Craft brewery in Tuscaloosa, Alabama

Black Warrior Brewing Company is a craft brewery in Tuscaloosa, Alabama.

== History ==
Founders Joe Fuller, Jason Spikes and Eric Hull were friends and home-brewing enthusiasts who also worked together before they decided to open the brewery. They named the company after the Black Warrior River that runs through Tuscaloosa County. Black Warrior was the second brewery to open in Tuscaloosa after Tuscaloosa's city council voted to change the city's zoning ordinances in 2012 to allow breweries and brewpubs.

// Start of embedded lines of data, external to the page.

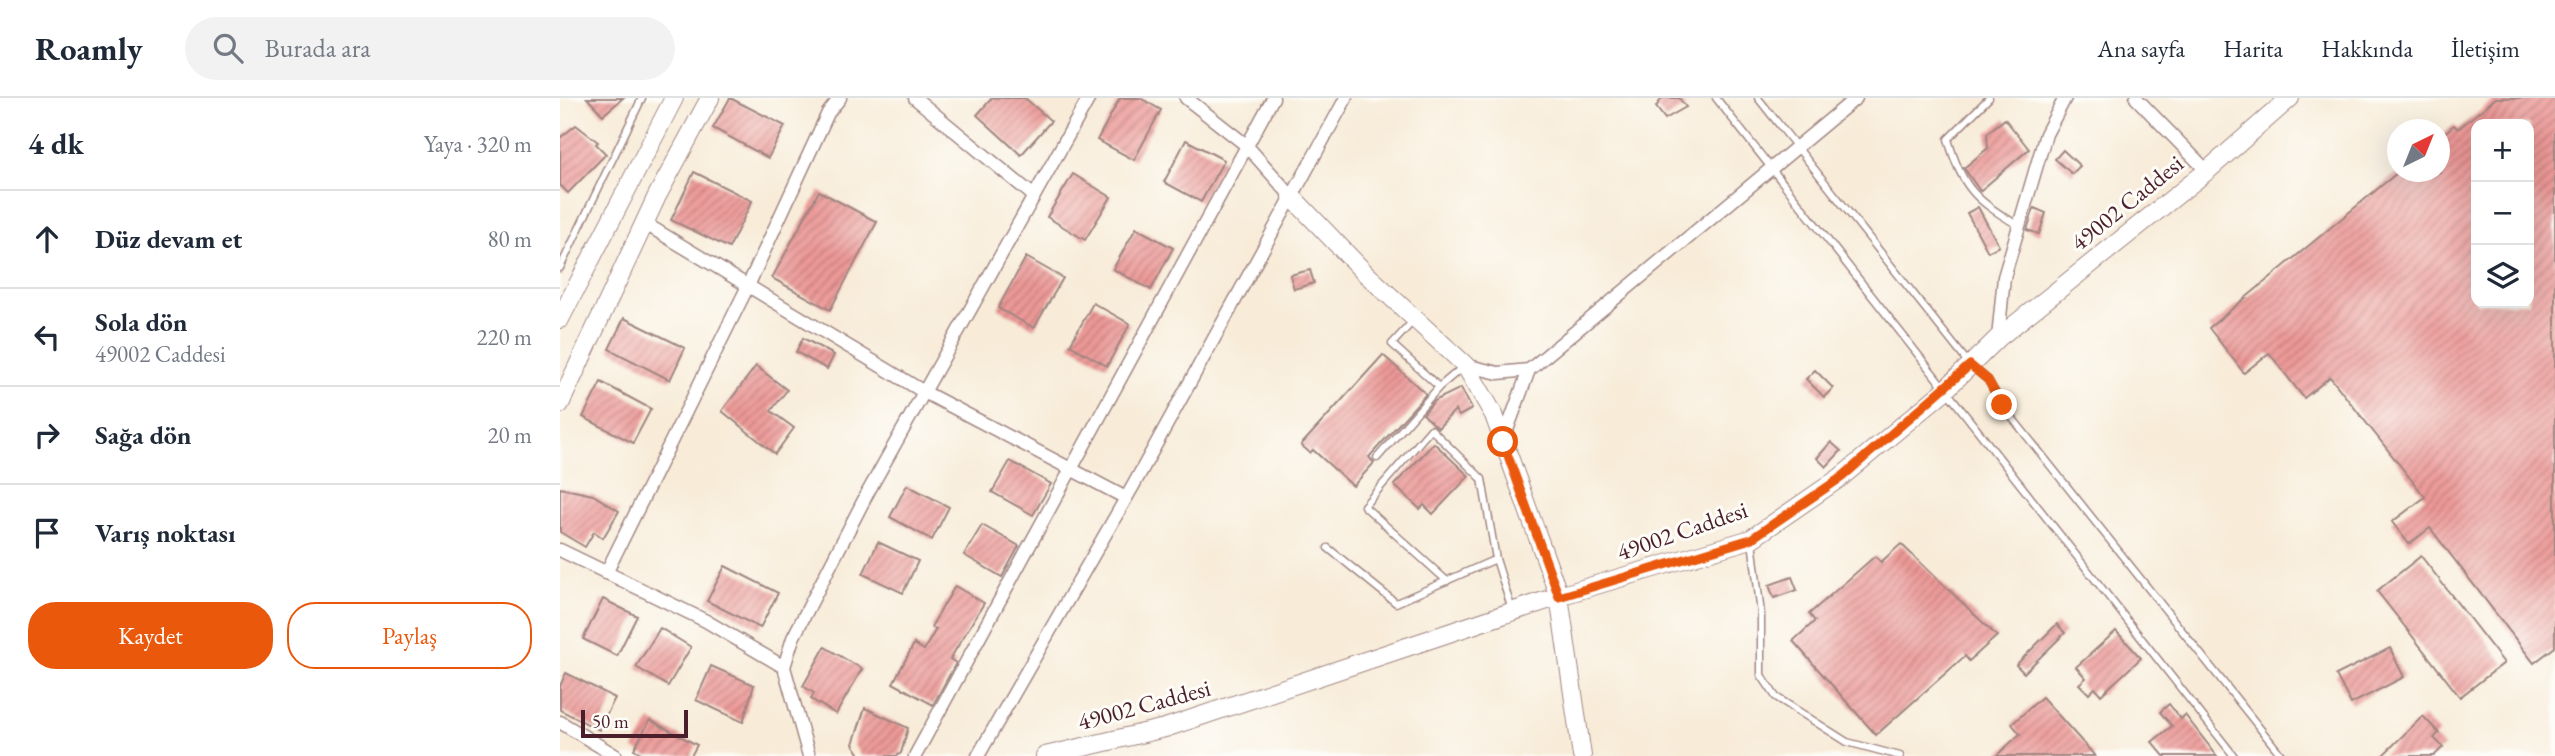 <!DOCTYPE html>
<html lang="tr">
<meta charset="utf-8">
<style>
body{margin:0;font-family:"EB Garamond",serif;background:#f2f2f3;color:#1f2937}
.controls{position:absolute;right:21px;top:21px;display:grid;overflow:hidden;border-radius:14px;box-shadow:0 7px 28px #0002}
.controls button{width:63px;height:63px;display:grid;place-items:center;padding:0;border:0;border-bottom:2px solid #e0e1e3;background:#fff;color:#1f2937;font:35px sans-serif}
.compass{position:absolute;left:1827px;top:21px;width:63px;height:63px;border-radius:50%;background:#fff;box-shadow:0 7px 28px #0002;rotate:43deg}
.scale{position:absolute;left:21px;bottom:18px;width:107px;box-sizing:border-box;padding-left:7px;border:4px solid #4a1f2b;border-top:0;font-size:19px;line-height:24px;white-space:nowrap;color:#4a1f2b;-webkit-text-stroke:5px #fdfcf7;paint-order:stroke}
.stop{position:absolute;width:21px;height:21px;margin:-16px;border:5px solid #ea580c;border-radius:50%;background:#fff}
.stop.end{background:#ea580c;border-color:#fff;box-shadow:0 2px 7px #0008}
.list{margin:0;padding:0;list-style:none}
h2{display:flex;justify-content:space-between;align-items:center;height:91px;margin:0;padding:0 28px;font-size:30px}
h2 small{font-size:23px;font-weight:400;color:#747a83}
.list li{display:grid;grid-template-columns:46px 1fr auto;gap:21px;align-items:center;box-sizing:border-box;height:98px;padding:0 28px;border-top:2px solid #e0e1e3}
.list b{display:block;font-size:26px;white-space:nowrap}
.list p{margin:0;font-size:23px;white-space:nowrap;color:#747a83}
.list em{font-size:23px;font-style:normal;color:#747a83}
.actions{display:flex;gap:14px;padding:21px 28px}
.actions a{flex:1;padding:16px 0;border:2px solid #ea580c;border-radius:28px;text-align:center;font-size:24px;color:#ea580c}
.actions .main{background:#ea580c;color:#fff}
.icon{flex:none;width:38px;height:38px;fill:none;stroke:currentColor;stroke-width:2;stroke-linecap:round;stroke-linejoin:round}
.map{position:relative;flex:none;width:1995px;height:658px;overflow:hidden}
header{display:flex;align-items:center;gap:42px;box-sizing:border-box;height:98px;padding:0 35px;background:#fff;border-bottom:2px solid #e0e1e3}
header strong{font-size:33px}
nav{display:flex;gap:38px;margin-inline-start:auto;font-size:24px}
.search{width:490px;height:63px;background:#f2f2f3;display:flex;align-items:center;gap:18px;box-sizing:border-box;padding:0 24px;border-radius:38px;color:#747a83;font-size:26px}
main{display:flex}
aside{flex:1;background:#fff}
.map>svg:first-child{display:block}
.building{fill:url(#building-hatch);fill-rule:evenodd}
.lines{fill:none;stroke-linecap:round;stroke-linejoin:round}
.lane-casing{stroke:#a18682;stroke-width:9}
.street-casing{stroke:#a18682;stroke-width:15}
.secondary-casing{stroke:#a18682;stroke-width:20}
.lane{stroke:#fff;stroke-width:6}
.street{stroke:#fff;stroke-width:12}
.secondary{stroke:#fff;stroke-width:18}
.route{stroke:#ea580c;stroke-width:9}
.labels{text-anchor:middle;stroke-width:6;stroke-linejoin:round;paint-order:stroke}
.street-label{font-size:24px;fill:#4a1f2b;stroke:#fdfcf7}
</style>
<header>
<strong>Roamly</strong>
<div class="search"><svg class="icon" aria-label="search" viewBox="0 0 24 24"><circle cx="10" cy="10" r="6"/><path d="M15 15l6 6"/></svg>Burada ara</div>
<nav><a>Ana sayfa</a><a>Harita</a><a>Hakkında</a><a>İletişim</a></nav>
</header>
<main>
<aside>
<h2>4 dk<small>Yaya · 320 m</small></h2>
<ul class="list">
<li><svg class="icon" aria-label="ahead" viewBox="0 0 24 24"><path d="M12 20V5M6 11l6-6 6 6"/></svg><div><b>Düz devam et</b></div><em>80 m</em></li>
<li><svg class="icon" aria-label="left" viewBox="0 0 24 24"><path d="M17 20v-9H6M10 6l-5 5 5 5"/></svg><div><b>Sola dön</b><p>49002 Caddesi</p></div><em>220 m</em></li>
<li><svg class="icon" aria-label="right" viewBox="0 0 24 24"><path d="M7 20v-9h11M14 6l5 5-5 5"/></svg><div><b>Sağa dön</b></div><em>20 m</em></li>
<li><svg class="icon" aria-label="arrive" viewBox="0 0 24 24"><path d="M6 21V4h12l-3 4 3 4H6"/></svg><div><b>Varış noktası</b></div></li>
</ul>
<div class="actions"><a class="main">Kaydet</a><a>Paylaş</a></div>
</aside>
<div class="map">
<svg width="1995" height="658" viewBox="0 0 1995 658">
<defs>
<pattern id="building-hatch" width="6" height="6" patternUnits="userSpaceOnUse" patternTransform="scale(1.75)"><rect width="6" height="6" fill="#ec9997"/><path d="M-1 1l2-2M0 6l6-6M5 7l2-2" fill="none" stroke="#c17c7b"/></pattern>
</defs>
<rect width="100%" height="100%" fill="#fdfcf7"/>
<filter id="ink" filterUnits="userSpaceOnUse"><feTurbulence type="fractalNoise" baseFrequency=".0143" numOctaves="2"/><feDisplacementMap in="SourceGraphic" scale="14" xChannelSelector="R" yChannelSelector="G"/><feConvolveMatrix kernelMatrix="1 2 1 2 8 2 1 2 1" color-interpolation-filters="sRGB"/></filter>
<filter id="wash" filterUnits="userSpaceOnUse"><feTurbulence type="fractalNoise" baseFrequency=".00686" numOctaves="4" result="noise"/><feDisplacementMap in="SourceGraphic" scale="28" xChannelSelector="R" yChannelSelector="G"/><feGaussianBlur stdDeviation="1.57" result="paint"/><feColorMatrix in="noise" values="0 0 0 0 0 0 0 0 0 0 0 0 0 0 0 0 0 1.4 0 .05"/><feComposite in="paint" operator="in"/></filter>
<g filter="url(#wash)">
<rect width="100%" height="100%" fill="#f8ecd9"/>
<g id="blocks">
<!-- building -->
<g class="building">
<path d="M 27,0 L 63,0 L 43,17 Z"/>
<path d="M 170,0 L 225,28 L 208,60 L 153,30 Z"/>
<path d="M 432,0 L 465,0 L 491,23 L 461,57 L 417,17 Z"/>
<path d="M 560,0 L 580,0 L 601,12 L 574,62 L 537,42 Z"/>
<path d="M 1102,0 L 1119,0 L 1126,9 L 1105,21 L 1096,9 Z"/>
<path d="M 1936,0 L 1995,0 L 1995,549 L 1974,565 L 1870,430 L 1849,446 L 1832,424 L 1865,399 L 1770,279 L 1744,300 L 1709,255 L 1684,275 L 1649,230 L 1838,74 L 1880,74 L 1880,39 L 1894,27 L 1898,31 ZM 1916,26 L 1969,26 L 1969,205 L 1916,205 Z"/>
<path d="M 1445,21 L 1469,51 L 1420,93 L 1404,70 L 1428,50 L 1427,35 Z"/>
<path d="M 16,27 L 38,44 L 36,46 L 46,56 L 8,95 L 0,87 L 0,40 Z"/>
<path d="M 626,42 L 664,62 L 641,104 L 604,84 Z"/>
<path d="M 1503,52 L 1520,68 L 1512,76 L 1495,61 Z"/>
<path d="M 134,74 L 192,103 L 169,150 L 111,122 Z"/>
<path d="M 513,76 L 551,99 L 525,142 L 487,119 Z"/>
<path d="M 259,93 L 317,124 L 270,212 L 212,180 Z"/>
<path d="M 1418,109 L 1439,148 L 1428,154 L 1407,115 Z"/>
<path d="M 1474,110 L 1486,115 L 1479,136 L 1467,132 Z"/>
<path d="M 576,130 L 613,150 L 591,192 L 553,171 Z"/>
<path d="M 466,159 L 503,180 L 474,230 L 438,210 Z"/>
<path d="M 750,172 L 754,185 L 734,191 L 730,177 Z"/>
<path d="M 533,205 L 570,226 L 547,268 L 510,247 Z"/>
<path d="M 64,220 L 125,250 L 110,282 L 49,251 Z"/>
<path d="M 243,240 L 274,257 L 267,271 L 236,254 Z"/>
<path d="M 823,257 L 866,296 L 809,359 L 814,365 L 793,388 L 753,352 L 750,355 L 741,347 Z"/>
<path d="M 196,268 L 227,292 L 211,313 L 234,330 L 215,356 L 162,313 Z"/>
<path d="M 1255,272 L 1273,290 L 1264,299 L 1246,281 Z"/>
<path d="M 41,284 L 91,311 L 73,345 L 23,319 Z"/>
<path d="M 901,290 L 912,311 L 899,318 L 895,312 L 878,330 L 863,316 L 874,303 Z"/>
<path d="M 1271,344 L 1281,353 L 1266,369 L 1257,360 Z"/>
<path d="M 874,345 L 909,378 L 873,416 L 864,407 L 860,411 L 834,387 Z"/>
<path d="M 450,363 L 491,386 L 473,417 L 432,394 Z"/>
<path d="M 347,387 L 389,409 L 372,442 L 330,419 Z"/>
<path d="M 0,390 L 33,397 L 59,413 L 43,440 L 34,434 L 25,449 L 0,434 Z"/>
<path d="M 422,427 L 459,448 L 442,479 L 404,457 Z"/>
<path d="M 318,444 L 358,463 L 343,495 L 303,476 Z"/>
<path d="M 1341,446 L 1437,538 L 1409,563 L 1405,558 L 1316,637 L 1233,543 L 1255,523 L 1249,516 L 1315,458 L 1321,464 Z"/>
<path d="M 1861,458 L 1944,565 L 1900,599 L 1817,493 Z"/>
<path d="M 165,468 L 218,495 L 200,530 L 147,503 Z"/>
<path d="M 1232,479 L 1237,492 L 1214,500 L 1209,487 Z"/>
<path d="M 395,488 L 424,505 L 390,561 L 396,565 L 373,607 L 333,585 L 354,546 L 364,552 L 376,531 L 371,529 Z"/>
<path d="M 43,501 L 77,518 L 57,558 L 23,541 Z"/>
<path d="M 1497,526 L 1505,535 L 1464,575 L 1456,567 Z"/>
<path d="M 100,530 L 131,549 L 108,588 L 76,569 Z"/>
<path d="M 1556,533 L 1581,560 L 1541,597 L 1535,590 L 1529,596 L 1519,586 L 1526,580 L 1516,569 Z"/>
<path d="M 265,549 L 302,571 L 276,616 L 251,601 L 254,595 L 243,588 Z"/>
<path d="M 1830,550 L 1844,579 L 1791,606 L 1776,577 Z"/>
<path d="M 151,568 L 194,587 L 183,624 L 136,602 Z"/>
<path d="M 6,575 L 55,600 L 39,632 L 0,612 L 0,588 Z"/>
<path d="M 1482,599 L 1535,658 L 1436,658 L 1460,636 L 1452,626 Z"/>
<path d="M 1609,606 L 1621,621 L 1625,617 L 1657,658 L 1604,658 L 1592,644 L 1612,628 L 1600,614 Z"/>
<path d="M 305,610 L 348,630 L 341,655 L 336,658 L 301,658 L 293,646 Z"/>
<path d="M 1863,618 L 1879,635 L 1874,640 L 1883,649 L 1874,658 L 1822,658 Z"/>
<path d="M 90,622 L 137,647 L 131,658 L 86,658 L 74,651 Z"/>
</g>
</g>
</g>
<g filter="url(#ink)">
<use href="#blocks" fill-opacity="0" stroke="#a18682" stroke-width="2"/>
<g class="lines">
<defs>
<g id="lane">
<path d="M 1156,0 L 1674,658"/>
<path d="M 1198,0 L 1410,267 L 1428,282 L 1442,307 L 1722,658"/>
<path d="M 1429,0 L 1388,41 C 1402,91 1416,102 1459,128"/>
<path d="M 0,170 L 82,0"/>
<path d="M 854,222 L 832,246 L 879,289 L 904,268"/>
<path d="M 817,360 L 879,289"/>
<path d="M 1192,443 L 1201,516 L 1201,577 L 1216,599 L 1287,644 L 1340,658"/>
<path d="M 768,450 L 836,505 L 936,461"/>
<path d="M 887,483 L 804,408 L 871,331 L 922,381 L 936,461 L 952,512"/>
</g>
<g id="street">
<path d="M 355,0 L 474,98"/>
<path d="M 626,0 L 686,47 L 732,99"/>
<path d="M 1576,0 L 1647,73"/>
<path d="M 84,125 L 364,294 L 566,400"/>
<path d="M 1438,240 L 1444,179 L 1486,36 L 1505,0"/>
<path d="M 905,267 L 938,275 L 969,272 L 1296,0"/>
<path d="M 943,343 L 969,272"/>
<path d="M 0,452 L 146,523 L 224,569"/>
<path d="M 46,475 L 187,190 L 268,15 L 280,0"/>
<path d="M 0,624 L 56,658"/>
<path d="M 249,658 L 224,569 L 233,540 L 308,394 L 529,0"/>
<path d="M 355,658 L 713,0"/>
<path d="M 418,658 L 573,388 L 786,0"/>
</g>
<g id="secondary">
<path d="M 732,99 L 804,174 L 905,267 L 934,317 L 999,498 L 1022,658"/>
<path d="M 0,221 L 114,0"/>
<path d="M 0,306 L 97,98 L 150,0"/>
<path d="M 485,658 L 605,630 L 999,498 L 1191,441 L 1281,379 L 1384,293 L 1438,240 L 1647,73 L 1730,0"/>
</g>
</defs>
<!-- lane casing -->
<use href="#lane" class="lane-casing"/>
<!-- street casing -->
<use href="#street" class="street-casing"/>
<!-- secondary casing -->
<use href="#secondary" class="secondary-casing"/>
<!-- lane -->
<use href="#lane" class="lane"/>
<!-- street -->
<use href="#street" class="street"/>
<!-- secondary -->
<use href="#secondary" class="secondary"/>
</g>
</g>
<g class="lines" filter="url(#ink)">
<!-- route -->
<path class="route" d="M 943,344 L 999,499 L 1191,441 L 1282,379 L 1410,267 L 1428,282 L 1442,307"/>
</g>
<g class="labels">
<!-- street labels -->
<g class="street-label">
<text transform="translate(1567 105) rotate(-39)" y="8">49002 Caddesi</text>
<text transform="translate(1122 433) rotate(-19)" y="8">49002 Caddesi</text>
<text transform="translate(584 607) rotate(-15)" y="8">49002 Caddesi</text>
</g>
</g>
</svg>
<div class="controls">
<button>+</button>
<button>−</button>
<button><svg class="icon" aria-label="layers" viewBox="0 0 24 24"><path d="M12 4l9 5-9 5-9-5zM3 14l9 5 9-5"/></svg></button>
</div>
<svg class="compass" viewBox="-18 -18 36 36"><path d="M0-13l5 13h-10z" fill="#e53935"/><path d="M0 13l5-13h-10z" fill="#747a83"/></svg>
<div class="scale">50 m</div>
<div class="stop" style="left:943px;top:344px"></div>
<div class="stop end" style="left:1442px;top:307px"></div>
</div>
</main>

The previous tenant of the brewery's two-story commercial storefront in the Downtown Tuscaloosa Historic District was the Oak City Barber & Beauty Shop, historically Black-owned business.

== Beers ==
- Apricot Wheat (4.6% ABV)
- Blonde Ale (5.1% ABV)
- Broad Street Brown Ale (5.4% ABV)
- Lock 17 IPA (6.2% ABV)
- Crimson Ale (5.2% ABV)
- Belgian Red Rye (6.8% ABV)*
- Additional Weekly New Small-Batch Brews

== Community ==
Once a month, Black Warrior Brewing hosts a charity night titled "Pints with a Purpose", which donates a percentage of sales back to a different local charity every month. In March 2014, the brewery hosted Ales to Fight Hunger, a fundraiser for a charity that provides weekend food to hungry schoolchildren in Alabama. The company also sponsors Tuscaloosa GoKickBall.